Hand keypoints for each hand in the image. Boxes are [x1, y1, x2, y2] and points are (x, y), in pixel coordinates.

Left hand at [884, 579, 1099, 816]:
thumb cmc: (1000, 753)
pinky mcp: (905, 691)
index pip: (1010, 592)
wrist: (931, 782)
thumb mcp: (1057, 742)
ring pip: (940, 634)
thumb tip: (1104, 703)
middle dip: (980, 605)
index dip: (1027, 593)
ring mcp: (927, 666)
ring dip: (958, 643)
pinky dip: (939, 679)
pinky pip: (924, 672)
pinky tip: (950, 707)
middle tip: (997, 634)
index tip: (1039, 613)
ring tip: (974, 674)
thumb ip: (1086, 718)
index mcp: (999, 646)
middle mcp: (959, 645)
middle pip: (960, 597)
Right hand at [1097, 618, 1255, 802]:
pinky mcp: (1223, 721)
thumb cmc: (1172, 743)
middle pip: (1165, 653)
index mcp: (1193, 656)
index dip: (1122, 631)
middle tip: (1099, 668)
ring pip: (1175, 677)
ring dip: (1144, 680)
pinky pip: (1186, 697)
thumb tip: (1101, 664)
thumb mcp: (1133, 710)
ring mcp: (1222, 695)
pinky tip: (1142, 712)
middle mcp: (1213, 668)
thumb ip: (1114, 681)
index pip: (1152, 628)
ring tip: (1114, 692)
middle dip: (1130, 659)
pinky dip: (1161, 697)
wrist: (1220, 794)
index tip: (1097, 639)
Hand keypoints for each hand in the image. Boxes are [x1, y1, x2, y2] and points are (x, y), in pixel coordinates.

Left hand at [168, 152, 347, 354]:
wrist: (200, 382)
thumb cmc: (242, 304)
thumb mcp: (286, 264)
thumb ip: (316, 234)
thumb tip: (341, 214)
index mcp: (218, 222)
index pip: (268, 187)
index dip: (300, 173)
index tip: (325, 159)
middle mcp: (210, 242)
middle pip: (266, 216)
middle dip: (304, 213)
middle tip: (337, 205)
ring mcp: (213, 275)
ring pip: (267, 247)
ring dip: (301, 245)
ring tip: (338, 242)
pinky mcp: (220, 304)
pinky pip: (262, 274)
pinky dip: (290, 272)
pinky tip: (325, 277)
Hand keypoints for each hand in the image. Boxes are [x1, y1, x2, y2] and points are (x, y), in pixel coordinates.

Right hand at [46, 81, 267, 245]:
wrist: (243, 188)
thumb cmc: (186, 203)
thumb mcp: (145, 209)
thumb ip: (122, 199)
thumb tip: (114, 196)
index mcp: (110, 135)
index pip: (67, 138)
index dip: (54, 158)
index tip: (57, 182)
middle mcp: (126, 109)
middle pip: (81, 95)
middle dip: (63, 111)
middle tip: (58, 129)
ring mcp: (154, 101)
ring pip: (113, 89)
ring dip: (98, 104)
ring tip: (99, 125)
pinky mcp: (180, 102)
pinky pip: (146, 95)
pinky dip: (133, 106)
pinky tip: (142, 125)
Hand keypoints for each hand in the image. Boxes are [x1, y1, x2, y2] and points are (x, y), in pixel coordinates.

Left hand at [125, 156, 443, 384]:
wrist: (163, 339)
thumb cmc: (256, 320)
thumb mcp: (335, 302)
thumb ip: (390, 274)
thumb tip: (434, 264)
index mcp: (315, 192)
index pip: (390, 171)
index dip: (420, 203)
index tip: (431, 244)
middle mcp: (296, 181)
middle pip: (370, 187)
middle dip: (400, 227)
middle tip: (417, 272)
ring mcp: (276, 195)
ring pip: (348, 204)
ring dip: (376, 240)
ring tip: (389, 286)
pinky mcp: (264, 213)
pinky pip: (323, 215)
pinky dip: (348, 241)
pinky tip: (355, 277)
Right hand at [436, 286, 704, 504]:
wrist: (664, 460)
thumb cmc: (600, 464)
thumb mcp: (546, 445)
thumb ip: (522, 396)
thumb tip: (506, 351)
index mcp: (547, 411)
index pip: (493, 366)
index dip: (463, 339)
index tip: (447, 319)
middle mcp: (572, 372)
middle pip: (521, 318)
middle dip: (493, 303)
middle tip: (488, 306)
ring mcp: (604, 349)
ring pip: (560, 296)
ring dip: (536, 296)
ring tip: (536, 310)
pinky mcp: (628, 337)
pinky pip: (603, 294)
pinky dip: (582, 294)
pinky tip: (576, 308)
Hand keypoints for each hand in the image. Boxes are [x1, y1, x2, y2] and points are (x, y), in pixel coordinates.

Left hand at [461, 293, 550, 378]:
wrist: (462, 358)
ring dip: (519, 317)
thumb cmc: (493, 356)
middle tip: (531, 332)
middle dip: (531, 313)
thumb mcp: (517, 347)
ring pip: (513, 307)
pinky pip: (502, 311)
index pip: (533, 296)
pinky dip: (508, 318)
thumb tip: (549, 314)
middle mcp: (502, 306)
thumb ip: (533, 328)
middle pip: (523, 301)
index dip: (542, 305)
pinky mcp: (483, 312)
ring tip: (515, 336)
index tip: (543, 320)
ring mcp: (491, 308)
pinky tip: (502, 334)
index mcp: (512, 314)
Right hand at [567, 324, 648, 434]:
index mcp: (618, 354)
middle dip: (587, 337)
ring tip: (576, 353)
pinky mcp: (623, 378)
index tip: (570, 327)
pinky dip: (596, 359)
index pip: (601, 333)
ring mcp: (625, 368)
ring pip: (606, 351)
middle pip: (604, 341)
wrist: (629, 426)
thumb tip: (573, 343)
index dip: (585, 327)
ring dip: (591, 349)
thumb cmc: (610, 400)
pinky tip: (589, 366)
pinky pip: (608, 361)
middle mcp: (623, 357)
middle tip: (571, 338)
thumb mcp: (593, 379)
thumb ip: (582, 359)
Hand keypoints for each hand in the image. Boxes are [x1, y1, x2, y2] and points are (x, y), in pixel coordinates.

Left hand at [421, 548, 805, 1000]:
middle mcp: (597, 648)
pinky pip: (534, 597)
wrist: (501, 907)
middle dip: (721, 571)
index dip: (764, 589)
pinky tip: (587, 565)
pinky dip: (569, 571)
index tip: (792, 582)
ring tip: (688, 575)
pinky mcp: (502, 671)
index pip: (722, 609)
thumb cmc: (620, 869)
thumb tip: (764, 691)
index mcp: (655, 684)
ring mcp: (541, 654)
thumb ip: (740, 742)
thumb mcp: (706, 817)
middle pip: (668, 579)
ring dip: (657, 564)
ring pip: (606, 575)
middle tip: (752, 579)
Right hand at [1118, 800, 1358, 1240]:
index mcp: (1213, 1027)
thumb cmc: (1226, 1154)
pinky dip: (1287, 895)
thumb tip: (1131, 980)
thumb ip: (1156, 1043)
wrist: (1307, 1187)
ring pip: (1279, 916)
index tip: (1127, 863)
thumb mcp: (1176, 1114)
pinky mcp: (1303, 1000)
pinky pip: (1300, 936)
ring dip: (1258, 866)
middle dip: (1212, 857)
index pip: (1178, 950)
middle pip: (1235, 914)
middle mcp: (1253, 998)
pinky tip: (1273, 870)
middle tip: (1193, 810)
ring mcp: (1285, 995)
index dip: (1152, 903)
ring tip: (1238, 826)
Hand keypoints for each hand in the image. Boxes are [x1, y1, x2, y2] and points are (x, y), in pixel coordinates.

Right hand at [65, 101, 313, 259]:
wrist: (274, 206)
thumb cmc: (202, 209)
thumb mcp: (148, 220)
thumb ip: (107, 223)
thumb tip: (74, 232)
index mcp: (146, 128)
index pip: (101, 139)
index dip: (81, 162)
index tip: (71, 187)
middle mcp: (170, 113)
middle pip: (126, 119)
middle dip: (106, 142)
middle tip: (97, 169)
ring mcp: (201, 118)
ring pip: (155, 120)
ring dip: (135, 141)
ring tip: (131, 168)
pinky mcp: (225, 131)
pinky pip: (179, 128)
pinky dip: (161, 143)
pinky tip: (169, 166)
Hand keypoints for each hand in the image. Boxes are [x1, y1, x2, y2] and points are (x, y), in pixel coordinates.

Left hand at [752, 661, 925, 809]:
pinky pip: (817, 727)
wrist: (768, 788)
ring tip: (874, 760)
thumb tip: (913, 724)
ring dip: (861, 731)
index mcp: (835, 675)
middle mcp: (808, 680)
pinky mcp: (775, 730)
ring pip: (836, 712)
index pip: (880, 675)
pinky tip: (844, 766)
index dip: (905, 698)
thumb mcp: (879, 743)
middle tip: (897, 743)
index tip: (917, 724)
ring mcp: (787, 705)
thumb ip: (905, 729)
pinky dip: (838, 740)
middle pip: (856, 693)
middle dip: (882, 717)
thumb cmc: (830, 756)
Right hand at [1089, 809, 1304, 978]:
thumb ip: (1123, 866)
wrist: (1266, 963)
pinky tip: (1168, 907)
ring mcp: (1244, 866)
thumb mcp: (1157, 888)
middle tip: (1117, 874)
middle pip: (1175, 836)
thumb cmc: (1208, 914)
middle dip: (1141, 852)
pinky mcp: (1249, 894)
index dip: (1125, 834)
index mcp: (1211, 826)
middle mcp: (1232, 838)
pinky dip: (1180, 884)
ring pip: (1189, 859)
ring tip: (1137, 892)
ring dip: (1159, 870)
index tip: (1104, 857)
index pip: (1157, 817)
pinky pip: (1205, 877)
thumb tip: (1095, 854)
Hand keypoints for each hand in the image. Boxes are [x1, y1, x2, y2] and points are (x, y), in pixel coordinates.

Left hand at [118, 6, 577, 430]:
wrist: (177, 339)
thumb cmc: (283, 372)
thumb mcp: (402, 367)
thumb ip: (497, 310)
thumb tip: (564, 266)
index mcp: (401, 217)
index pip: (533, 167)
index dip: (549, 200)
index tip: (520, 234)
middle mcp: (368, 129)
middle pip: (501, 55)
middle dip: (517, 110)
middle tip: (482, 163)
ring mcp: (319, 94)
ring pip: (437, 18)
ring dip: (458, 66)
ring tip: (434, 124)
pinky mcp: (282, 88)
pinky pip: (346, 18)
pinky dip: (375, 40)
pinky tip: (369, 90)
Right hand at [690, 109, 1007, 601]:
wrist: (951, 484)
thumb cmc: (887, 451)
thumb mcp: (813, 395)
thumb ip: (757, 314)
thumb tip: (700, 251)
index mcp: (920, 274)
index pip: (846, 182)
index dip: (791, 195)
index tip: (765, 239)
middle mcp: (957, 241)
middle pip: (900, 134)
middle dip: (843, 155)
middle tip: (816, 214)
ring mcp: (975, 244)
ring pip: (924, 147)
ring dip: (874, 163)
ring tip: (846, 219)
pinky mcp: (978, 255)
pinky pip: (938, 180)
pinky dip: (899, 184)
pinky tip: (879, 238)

• **Task brief**: Up to and including the line that contains "middle tip: (997, 634)", restate each line of the material above word for word, beginning with its first line.

• **Result below**:
Hand keypoints for each hand in the image. Boxes are [x1, y1, x2, y2] and points are (x, y), in pixel coordinates.

Left hand at [884, 579, 1099, 816]:
thumb cmc: (1000, 753)
pinky mcp: (905, 691)
index pip: (1010, 592)
wrist: (931, 782)
thumb mcp: (1057, 742)
ring pip: (940, 634)
thumb tip: (1104, 703)
middle dip: (980, 605)
index dip: (1027, 593)
ring mcp: (927, 666)
ring dip: (958, 643)
pinky dip: (939, 679)
pinky pip: (924, 672)
pinky tip: (950, 707)
middle tip: (997, 634)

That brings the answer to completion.